Em defesa de Lula, Padilha diz que Judiciário é quem tem que se explicar

Para ex-ministro da Saúde, Poder tenta politizar processo contra ex-presidente, que depõe nesta quarta em Curitiba

Ricardo Galhardo, enviado especial, O Estado de S.Paulo

13 Setembro 2017 | 11h59

CURITIBA - O ex-ministro da Saúde Alexandre Padilha, vice-presidente do PT, disse nesta quarta-feira, 13, em entrevista coletiva na sede do PT do Paraná, que o momento político do segundo depoimento de Lula ao juiz Sérgio Moro ocorre em um momento diferente do primeiro, realizado no dia 11 de maio, por dois motivos. Em primeiro lugar porque o PT agora tem uma agenda ofensiva iniciada pela caravana do ex-presidente pela região Nordeste. "Além disso, hoje quem tem que se explicar é o Judiciário. Moro teve que explicar sobre recursos de um advogado para o escritório da mulher dele (O advogado Rodrigo Tacla Duran acusa um advogado trabalhista, padrinho de casamento de Moro, de intermediar negociações com a força-tarefa em benefício de Duran, segundo o jornal Folha de S.Paulo).

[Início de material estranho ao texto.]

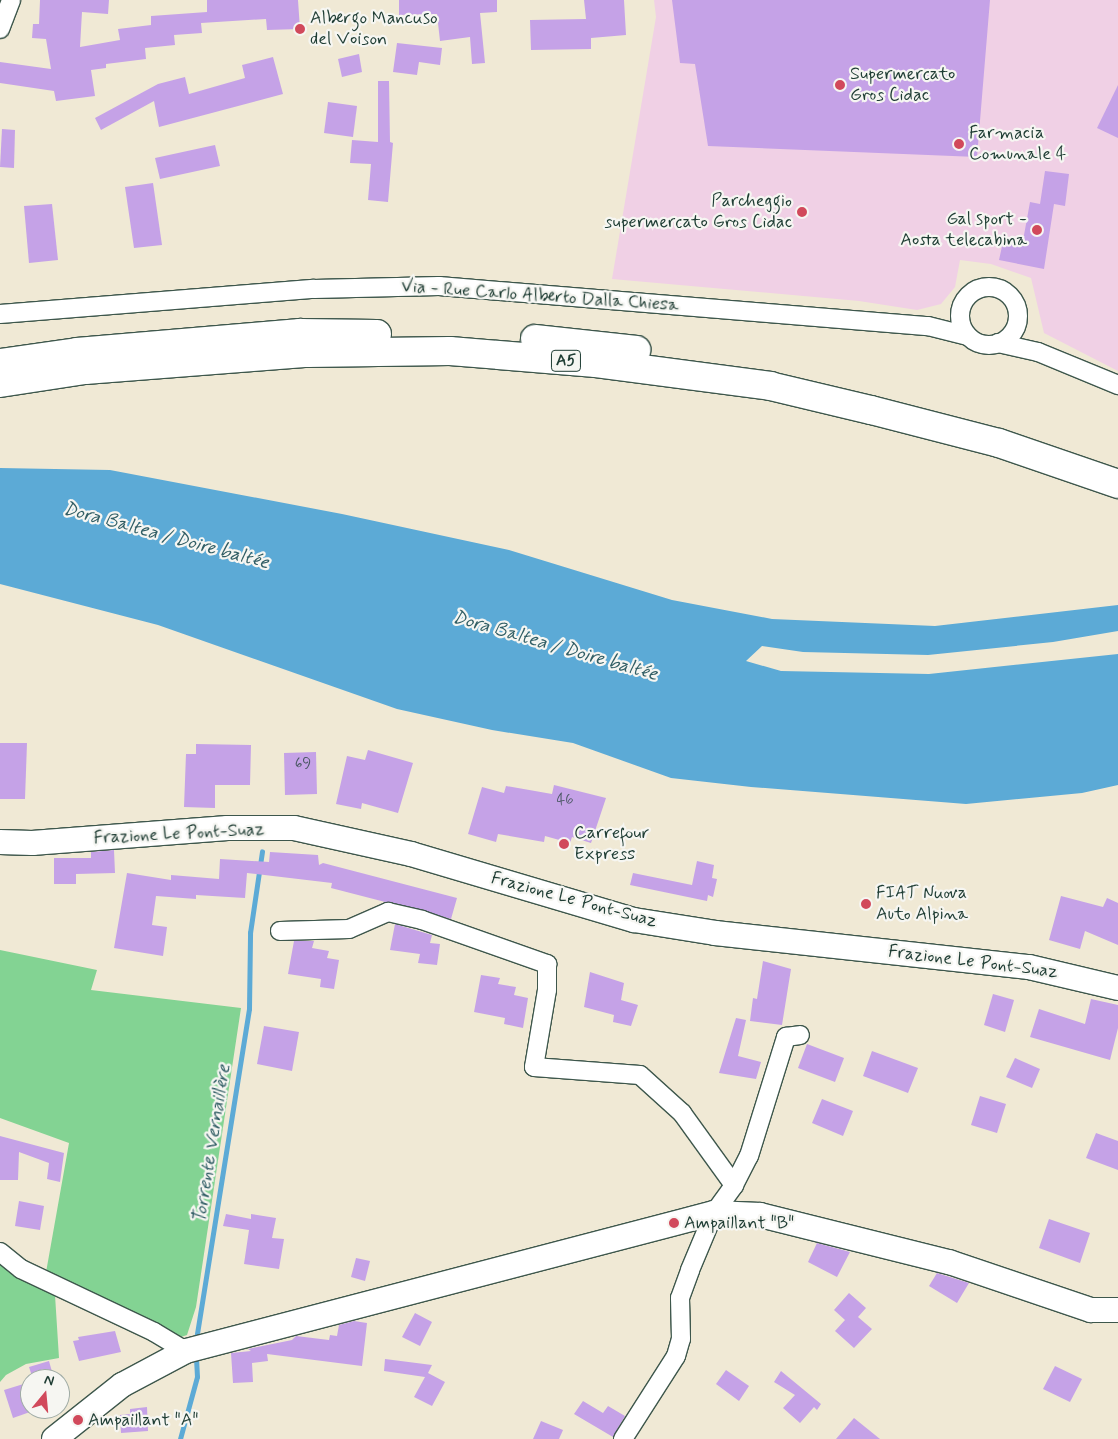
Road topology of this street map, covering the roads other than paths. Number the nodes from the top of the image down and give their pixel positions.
1 (11, 0) edge
2 (0, 29) edge
3 (962, 305) junction
4 (0, 314) edge
5 (1018, 320) junction
6 (901, 324) junction
7 (968, 336) junction
8 (998, 344) junction
9 (0, 363) edge
10 (1070, 364) junction
11 (0, 383) edge
12 (1118, 385) edge
13 (1118, 465) edge
14 (1118, 484) edge
15 (0, 842) edge
16 (280, 931) dead end
17 (1118, 988) edge
18 (800, 1035) dead end
19 (734, 1185) junction
20 (714, 1213) junction
21 (0, 1252) edge
22 (1118, 1310) edge
23 (186, 1351) junction
24 (54, 1439) edge
25 (623, 1439) edge

1 - 2 street
3 - 5 street
3 - 6 street
3 - 7 street
4 - 6 street, Via - Rue Carlo Alberto Dalla Chiesa
5 - 8 street
5 - 10 street
6 - 7 street
7 - 8 street
8 - 10 street
9 - 13 highway, A5
10 - 12 street
11 - 14 highway, A5
15 - 17 main road, Frazione Le Pont-Suaz
16 - 19 street
18 - 19 street
19 - 20 street
20 - 22 main road
20 - 23 main road
20 - 25 street
21 - 23 street
23 - 24 main road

O Ministério Público Federal em Brasília teve que se explicar sobre o mau uso do instrumento da delação premiada e outros partidos estão tendo que se explicar sobre malas de dinheiro", disse Padilha.

Segundo ele, o Judiciário tem tentado politizar o processo contra Lula e, se for o caso, o PT vai responder na mesma moeda. "Quem conduz o depoimento é o magistrado. Se ele continuar fazendo palco político, se tentar politizar, vamos politizar também", afirmou o ex-ministro.

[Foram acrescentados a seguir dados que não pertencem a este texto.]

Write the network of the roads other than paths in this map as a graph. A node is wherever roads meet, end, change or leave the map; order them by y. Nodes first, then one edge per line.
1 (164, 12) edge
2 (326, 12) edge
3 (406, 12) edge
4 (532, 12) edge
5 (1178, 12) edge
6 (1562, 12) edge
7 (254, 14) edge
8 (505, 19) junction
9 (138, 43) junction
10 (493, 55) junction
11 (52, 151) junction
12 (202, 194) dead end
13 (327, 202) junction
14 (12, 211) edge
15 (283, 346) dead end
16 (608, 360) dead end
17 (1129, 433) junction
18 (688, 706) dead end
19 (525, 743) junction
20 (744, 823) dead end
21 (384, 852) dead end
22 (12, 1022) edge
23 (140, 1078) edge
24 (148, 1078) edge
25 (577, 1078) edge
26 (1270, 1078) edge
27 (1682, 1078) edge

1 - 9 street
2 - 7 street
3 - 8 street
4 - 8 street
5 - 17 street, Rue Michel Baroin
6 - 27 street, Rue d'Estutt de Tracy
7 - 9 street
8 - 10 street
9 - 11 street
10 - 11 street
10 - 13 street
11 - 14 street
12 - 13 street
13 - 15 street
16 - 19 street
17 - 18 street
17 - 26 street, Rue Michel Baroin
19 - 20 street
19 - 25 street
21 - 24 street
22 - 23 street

Padilha minimizou o teor do depoimento do ex-ministro Antonio Palocci, que disse à Justiça que Lula tinha um "pacto de sangue" cm a Odebrecht. "Se alguém pensou que Palocci tinha a bala de prata, ele tinha só uma bala de festim", disse Padilha. Ele se esquivou de comentar a possível expulsão de Palocci do PT. Na semana passada o diretório municipal do PT de Ribeirão Preto, onde o ex-ministro é filiado, negou pedido de punição. De acordo com Padilha, a direção nacional vai respeitar as decisões das instâncias partidárias.

Durante a coletiva, o secretário nacional de Comunicação da Central Única dos Trabalhadores (CUT), Roni Barbosa, culpou a Lava Jato pelas demissões de milhares de trabalhadores de setores ligados à Petrobrás. "Na CUT, a gente tem estudado isso. A cada preso da Lava Jato nós temos 22 mil desempregados no Brasil. Todo um setor da construção civil pesada foi desmontado por uma operação que não para nunca. Quem está pagando a conta somos nós trabalhadores", disse Barbosa.

Segundo auxiliares de Lula, o ex-presidente deve chegar à Justiça do Federal por volta das 13h30. No curto trajeto entre o carro e a entrada do prédio ele será "escoltado" por dezenas de militantes de movimentos sociais ligados ao PT que já estão no local aguardando a chegada do ex-presidente.